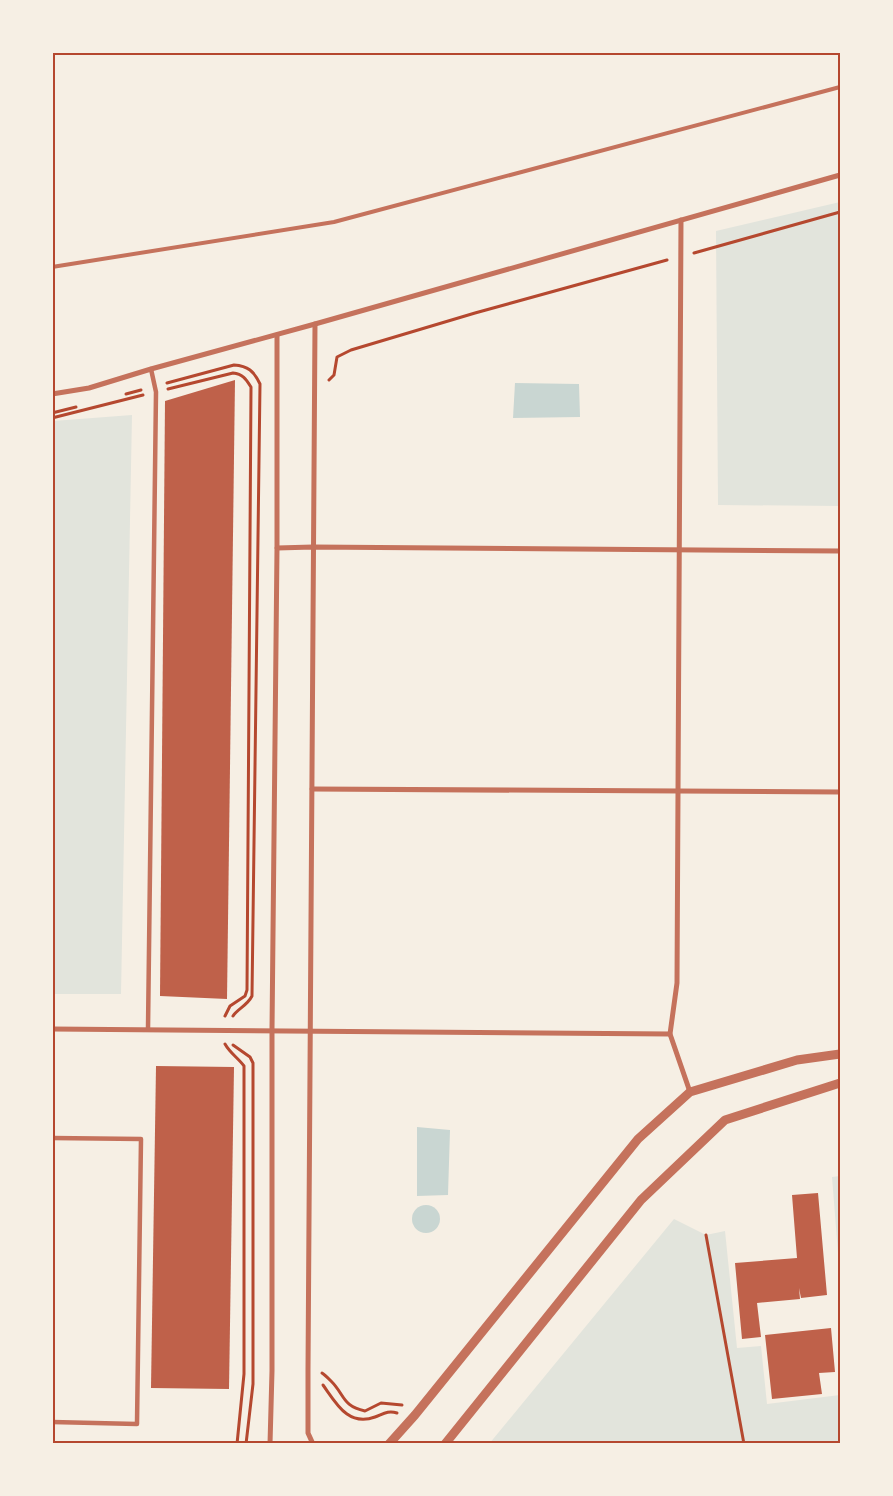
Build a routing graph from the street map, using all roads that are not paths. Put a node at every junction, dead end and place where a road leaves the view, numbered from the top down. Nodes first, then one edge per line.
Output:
1 (840, 87) edge
2 (840, 175) edge
3 (681, 220) junction
4 (52, 267) edge
5 (315, 324) junction
6 (278, 335) junction
7 (151, 369) junction
8 (52, 394) edge
9 (313, 547) junction
10 (277, 548) junction
11 (679, 549) junction
12 (840, 551) edge
13 (312, 789) junction
14 (678, 791) junction
15 (840, 792) edge
16 (52, 1029) edge
17 (148, 1029) junction
18 (272, 1030) junction
19 (310, 1030) junction
20 (670, 1034) junction
21 (840, 1054) edge
22 (840, 1083) edge
23 (690, 1092) junction
24 (52, 1138) edge
25 (52, 1422) edge
26 (270, 1444) edge
27 (313, 1444) edge
28 (389, 1444) edge
29 (445, 1444) edge

1 - 4 lane
2 - 3 street
3 - 5 street
3 - 11 street
5 - 6 street
5 - 9 street
6 - 7 street
6 - 10 street
7 - 8 street
7 - 17 street
9 - 10 street
9 - 11 street
9 - 13 street
10 - 18 street
11 - 12 street
11 - 14 street
13 - 14 street
13 - 19 street
14 - 15 street
14 - 20 street
16 - 17 street
17 - 18 street
18 - 19 street
18 - 26 street
19 - 20 street
19 - 27 street
20 - 23 street
21 - 23 street
22 - 29 street
23 - 28 street
24 - 25 street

__EXERCISE REQUIREMENTS__:
Produce the material above again in full, with identical lines and no pictures.

__SOLUTION TO THIS PROBLEM__:
Build a routing graph from the street map, using all roads that are not paths. Put a node at every junction, dead end and place where a road leaves the view, numbered from the top down. Nodes first, then one edge per line.
Output:
1 (840, 87) edge
2 (840, 175) edge
3 (681, 220) junction
4 (52, 267) edge
5 (315, 324) junction
6 (278, 335) junction
7 (151, 369) junction
8 (52, 394) edge
9 (313, 547) junction
10 (277, 548) junction
11 (679, 549) junction
12 (840, 551) edge
13 (312, 789) junction
14 (678, 791) junction
15 (840, 792) edge
16 (52, 1029) edge
17 (148, 1029) junction
18 (272, 1030) junction
19 (310, 1030) junction
20 (670, 1034) junction
21 (840, 1054) edge
22 (840, 1083) edge
23 (690, 1092) junction
24 (52, 1138) edge
25 (52, 1422) edge
26 (270, 1444) edge
27 (313, 1444) edge
28 (389, 1444) edge
29 (445, 1444) edge

1 - 4 lane
2 - 3 street
3 - 5 street
3 - 11 street
5 - 6 street
5 - 9 street
6 - 7 street
6 - 10 street
7 - 8 street
7 - 17 street
9 - 10 street
9 - 11 street
9 - 13 street
10 - 18 street
11 - 12 street
11 - 14 street
13 - 14 street
13 - 19 street
14 - 15 street
14 - 20 street
16 - 17 street
17 - 18 street
18 - 19 street
18 - 26 street
19 - 20 street
19 - 27 street
20 - 23 street
21 - 23 street
22 - 29 street
23 - 28 street
24 - 25 street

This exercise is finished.